Work to be completed: Your job is to return every line in the data holding the string "Environmental".

Records for the exercise:

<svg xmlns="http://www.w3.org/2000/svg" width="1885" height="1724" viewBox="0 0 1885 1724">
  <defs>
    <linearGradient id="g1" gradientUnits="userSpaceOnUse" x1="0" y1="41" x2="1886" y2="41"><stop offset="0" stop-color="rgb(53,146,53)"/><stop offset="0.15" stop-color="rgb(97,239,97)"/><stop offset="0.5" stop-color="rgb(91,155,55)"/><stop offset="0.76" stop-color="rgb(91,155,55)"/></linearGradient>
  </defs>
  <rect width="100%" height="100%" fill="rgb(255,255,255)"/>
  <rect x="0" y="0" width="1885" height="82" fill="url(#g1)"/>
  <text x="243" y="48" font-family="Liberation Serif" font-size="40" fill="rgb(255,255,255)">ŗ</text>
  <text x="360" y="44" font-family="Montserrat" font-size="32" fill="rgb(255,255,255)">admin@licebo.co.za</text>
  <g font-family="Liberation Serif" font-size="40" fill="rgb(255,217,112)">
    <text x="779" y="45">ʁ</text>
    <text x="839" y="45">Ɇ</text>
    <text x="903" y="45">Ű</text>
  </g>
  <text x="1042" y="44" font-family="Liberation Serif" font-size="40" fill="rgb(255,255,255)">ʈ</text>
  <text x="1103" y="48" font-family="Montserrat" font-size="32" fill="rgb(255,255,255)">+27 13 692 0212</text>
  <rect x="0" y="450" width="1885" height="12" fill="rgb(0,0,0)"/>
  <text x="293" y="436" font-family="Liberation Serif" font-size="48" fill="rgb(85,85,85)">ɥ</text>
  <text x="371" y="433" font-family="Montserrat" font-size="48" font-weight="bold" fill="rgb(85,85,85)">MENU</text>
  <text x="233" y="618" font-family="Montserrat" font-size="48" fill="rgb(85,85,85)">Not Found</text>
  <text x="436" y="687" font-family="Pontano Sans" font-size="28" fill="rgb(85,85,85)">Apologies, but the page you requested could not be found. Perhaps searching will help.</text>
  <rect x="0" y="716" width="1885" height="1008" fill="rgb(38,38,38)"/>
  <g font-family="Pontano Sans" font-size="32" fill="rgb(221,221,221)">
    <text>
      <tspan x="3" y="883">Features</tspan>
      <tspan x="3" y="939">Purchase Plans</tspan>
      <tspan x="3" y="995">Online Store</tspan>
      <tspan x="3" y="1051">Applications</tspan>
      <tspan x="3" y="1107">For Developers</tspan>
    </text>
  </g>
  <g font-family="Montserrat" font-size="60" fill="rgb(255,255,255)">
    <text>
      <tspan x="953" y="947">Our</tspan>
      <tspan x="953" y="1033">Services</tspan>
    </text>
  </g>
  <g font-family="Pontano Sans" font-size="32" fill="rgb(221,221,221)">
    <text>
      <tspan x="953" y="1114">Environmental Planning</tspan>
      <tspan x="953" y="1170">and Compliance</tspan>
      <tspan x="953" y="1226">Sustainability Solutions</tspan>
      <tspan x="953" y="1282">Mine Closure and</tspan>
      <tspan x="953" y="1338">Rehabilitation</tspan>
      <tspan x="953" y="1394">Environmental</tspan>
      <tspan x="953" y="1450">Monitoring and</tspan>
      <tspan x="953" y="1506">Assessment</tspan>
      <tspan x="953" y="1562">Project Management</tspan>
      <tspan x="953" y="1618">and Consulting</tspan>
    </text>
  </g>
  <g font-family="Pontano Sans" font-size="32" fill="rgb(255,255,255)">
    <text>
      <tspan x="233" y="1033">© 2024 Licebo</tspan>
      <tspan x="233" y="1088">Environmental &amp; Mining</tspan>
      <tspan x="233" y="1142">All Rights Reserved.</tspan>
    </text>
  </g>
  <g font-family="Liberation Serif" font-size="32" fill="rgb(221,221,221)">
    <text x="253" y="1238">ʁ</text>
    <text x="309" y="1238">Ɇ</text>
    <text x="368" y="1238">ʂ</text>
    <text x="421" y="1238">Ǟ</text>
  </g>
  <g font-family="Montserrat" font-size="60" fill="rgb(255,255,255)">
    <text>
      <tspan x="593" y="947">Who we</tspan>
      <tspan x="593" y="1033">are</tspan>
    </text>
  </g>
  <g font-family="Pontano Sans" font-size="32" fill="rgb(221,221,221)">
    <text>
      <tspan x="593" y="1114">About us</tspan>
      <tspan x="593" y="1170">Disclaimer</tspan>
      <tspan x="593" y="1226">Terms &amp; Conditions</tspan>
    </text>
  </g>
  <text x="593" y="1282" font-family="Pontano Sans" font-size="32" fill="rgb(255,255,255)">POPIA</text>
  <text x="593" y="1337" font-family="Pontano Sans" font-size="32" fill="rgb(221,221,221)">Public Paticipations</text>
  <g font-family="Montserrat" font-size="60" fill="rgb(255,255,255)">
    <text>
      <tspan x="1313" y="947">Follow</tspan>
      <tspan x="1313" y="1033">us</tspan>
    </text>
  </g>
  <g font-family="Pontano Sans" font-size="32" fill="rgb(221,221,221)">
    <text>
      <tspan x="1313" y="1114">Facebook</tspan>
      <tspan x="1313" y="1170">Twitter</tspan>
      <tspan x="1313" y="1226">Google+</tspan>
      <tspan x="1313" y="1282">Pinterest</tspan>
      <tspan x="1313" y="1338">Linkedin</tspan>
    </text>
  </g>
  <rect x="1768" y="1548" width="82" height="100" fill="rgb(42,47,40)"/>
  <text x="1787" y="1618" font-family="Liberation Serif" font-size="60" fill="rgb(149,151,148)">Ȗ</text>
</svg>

Task answer:
      <tspan x="953" y="1114">Environmental Planning</tspan>
      <tspan x="953" y="1394">Environmental</tspan>
      <tspan x="233" y="1088">Environmental &amp; Mining</tspan>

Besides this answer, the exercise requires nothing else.